<<<<

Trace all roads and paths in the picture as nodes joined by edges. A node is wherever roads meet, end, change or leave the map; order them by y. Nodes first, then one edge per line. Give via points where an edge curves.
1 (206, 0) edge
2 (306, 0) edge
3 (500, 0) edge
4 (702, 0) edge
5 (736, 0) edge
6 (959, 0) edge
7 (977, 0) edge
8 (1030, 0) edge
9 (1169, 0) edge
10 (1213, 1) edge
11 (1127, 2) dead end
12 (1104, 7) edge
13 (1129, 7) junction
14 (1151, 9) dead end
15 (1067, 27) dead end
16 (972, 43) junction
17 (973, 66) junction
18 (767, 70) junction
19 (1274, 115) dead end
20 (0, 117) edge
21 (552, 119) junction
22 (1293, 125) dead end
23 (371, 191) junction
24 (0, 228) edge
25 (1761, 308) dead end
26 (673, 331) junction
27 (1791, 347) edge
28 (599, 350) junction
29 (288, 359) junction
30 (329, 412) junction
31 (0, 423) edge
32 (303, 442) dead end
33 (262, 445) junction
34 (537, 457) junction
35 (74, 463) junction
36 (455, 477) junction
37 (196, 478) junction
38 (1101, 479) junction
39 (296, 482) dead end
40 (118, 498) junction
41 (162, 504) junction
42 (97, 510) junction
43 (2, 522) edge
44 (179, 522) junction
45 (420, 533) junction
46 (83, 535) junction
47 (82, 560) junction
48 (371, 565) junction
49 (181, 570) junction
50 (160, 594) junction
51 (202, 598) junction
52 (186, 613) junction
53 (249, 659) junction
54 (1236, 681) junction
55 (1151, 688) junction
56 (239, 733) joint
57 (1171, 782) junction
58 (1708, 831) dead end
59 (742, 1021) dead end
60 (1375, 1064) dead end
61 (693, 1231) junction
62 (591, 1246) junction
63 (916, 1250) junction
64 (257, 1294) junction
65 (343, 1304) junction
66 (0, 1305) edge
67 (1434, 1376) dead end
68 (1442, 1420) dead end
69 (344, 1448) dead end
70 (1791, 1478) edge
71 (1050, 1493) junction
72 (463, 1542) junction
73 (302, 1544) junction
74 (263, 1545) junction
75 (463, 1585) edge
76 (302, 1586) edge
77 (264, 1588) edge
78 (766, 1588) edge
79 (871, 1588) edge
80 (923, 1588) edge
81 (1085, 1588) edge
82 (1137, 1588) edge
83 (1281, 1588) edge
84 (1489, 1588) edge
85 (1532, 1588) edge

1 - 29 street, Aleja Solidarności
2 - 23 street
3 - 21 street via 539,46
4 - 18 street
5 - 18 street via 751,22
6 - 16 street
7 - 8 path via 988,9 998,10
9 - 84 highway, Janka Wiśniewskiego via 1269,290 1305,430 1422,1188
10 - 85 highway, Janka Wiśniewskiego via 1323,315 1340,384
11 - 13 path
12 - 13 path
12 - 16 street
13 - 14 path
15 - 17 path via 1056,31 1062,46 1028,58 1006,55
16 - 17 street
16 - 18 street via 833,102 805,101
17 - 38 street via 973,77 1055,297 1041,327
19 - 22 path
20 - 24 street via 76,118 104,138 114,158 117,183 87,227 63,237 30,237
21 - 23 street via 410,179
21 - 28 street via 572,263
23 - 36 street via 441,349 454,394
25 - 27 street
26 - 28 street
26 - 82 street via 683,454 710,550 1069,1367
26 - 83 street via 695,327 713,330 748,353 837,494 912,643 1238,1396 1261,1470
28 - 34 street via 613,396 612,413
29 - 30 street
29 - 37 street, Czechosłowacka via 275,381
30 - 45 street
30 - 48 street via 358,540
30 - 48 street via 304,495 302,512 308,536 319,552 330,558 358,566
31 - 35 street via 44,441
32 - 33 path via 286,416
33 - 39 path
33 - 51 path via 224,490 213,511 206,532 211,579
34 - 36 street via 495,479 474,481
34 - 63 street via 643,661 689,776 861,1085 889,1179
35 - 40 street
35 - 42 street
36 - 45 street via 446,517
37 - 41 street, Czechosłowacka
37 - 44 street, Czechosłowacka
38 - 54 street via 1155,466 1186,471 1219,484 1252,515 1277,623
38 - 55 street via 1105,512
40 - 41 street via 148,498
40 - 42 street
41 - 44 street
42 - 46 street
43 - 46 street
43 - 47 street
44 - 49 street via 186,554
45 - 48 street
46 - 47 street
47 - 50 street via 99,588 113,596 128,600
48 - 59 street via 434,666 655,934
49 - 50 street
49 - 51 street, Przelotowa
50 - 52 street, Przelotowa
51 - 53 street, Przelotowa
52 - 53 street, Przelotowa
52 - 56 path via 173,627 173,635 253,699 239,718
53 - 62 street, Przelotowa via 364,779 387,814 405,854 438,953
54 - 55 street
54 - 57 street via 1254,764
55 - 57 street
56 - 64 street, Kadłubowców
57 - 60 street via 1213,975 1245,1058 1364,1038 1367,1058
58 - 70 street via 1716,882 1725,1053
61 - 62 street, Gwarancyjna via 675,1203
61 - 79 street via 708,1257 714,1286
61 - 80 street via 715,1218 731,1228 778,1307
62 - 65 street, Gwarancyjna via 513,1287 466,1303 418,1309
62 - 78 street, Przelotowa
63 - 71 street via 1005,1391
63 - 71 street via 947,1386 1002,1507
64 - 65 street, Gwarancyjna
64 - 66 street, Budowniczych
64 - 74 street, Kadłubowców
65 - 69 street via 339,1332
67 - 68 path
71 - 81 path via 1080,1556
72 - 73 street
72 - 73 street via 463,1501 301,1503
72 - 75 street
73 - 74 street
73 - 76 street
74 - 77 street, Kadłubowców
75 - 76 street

>>>>

PROBLEM REQUIREMENTS ▸ Having read the entries, output all of them verbatim.

RESULT OF THE TASK ▸
Trace all roads and paths in the picture as nodes joined by edges. A node is wherever roads meet, end, change or leave the map; order them by y. Nodes first, then one edge per line. Give via points where an edge curves.
1 (206, 0) edge
2 (306, 0) edge
3 (500, 0) edge
4 (702, 0) edge
5 (736, 0) edge
6 (959, 0) edge
7 (977, 0) edge
8 (1030, 0) edge
9 (1169, 0) edge
10 (1213, 1) edge
11 (1127, 2) dead end
12 (1104, 7) edge
13 (1129, 7) junction
14 (1151, 9) dead end
15 (1067, 27) dead end
16 (972, 43) junction
17 (973, 66) junction
18 (767, 70) junction
19 (1274, 115) dead end
20 (0, 117) edge
21 (552, 119) junction
22 (1293, 125) dead end
23 (371, 191) junction
24 (0, 228) edge
25 (1761, 308) dead end
26 (673, 331) junction
27 (1791, 347) edge
28 (599, 350) junction
29 (288, 359) junction
30 (329, 412) junction
31 (0, 423) edge
32 (303, 442) dead end
33 (262, 445) junction
34 (537, 457) junction
35 (74, 463) junction
36 (455, 477) junction
37 (196, 478) junction
38 (1101, 479) junction
39 (296, 482) dead end
40 (118, 498) junction
41 (162, 504) junction
42 (97, 510) junction
43 (2, 522) edge
44 (179, 522) junction
45 (420, 533) junction
46 (83, 535) junction
47 (82, 560) junction
48 (371, 565) junction
49 (181, 570) junction
50 (160, 594) junction
51 (202, 598) junction
52 (186, 613) junction
53 (249, 659) junction
54 (1236, 681) junction
55 (1151, 688) junction
56 (239, 733) joint
57 (1171, 782) junction
58 (1708, 831) dead end
59 (742, 1021) dead end
60 (1375, 1064) dead end
61 (693, 1231) junction
62 (591, 1246) junction
63 (916, 1250) junction
64 (257, 1294) junction
65 (343, 1304) junction
66 (0, 1305) edge
67 (1434, 1376) dead end
68 (1442, 1420) dead end
69 (344, 1448) dead end
70 (1791, 1478) edge
71 (1050, 1493) junction
72 (463, 1542) junction
73 (302, 1544) junction
74 (263, 1545) junction
75 (463, 1585) edge
76 (302, 1586) edge
77 (264, 1588) edge
78 (766, 1588) edge
79 (871, 1588) edge
80 (923, 1588) edge
81 (1085, 1588) edge
82 (1137, 1588) edge
83 (1281, 1588) edge
84 (1489, 1588) edge
85 (1532, 1588) edge

1 - 29 street, Aleja Solidarności
2 - 23 street
3 - 21 street via 539,46
4 - 18 street
5 - 18 street via 751,22
6 - 16 street
7 - 8 path via 988,9 998,10
9 - 84 highway, Janka Wiśniewskiego via 1269,290 1305,430 1422,1188
10 - 85 highway, Janka Wiśniewskiego via 1323,315 1340,384
11 - 13 path
12 - 13 path
12 - 16 street
13 - 14 path
15 - 17 path via 1056,31 1062,46 1028,58 1006,55
16 - 17 street
16 - 18 street via 833,102 805,101
17 - 38 street via 973,77 1055,297 1041,327
19 - 22 path
20 - 24 street via 76,118 104,138 114,158 117,183 87,227 63,237 30,237
21 - 23 street via 410,179
21 - 28 street via 572,263
23 - 36 street via 441,349 454,394
25 - 27 street
26 - 28 street
26 - 82 street via 683,454 710,550 1069,1367
26 - 83 street via 695,327 713,330 748,353 837,494 912,643 1238,1396 1261,1470
28 - 34 street via 613,396 612,413
29 - 30 street
29 - 37 street, Czechosłowacka via 275,381
30 - 45 street
30 - 48 street via 358,540
30 - 48 street via 304,495 302,512 308,536 319,552 330,558 358,566
31 - 35 street via 44,441
32 - 33 path via 286,416
33 - 39 path
33 - 51 path via 224,490 213,511 206,532 211,579
34 - 36 street via 495,479 474,481
34 - 63 street via 643,661 689,776 861,1085 889,1179
35 - 40 street
35 - 42 street
36 - 45 street via 446,517
37 - 41 street, Czechosłowacka
37 - 44 street, Czechosłowacka
38 - 54 street via 1155,466 1186,471 1219,484 1252,515 1277,623
38 - 55 street via 1105,512
40 - 41 street via 148,498
40 - 42 street
41 - 44 street
42 - 46 street
43 - 46 street
43 - 47 street
44 - 49 street via 186,554
45 - 48 street
46 - 47 street
47 - 50 street via 99,588 113,596 128,600
48 - 59 street via 434,666 655,934
49 - 50 street
49 - 51 street, Przelotowa
50 - 52 street, Przelotowa
51 - 53 street, Przelotowa
52 - 53 street, Przelotowa
52 - 56 path via 173,627 173,635 253,699 239,718
53 - 62 street, Przelotowa via 364,779 387,814 405,854 438,953
54 - 55 street
54 - 57 street via 1254,764
55 - 57 street
56 - 64 street, Kadłubowców
57 - 60 street via 1213,975 1245,1058 1364,1038 1367,1058
58 - 70 street via 1716,882 1725,1053
61 - 62 street, Gwarancyjna via 675,1203
61 - 79 street via 708,1257 714,1286
61 - 80 street via 715,1218 731,1228 778,1307
62 - 65 street, Gwarancyjna via 513,1287 466,1303 418,1309
62 - 78 street, Przelotowa
63 - 71 street via 1005,1391
63 - 71 street via 947,1386 1002,1507
64 - 65 street, Gwarancyjna
64 - 66 street, Budowniczych
64 - 74 street, Kadłubowców
65 - 69 street via 339,1332
67 - 68 path
71 - 81 path via 1080,1556
72 - 73 street
72 - 73 street via 463,1501 301,1503
72 - 75 street
73 - 74 street
73 - 76 street
74 - 77 street, Kadłubowców
75 - 76 street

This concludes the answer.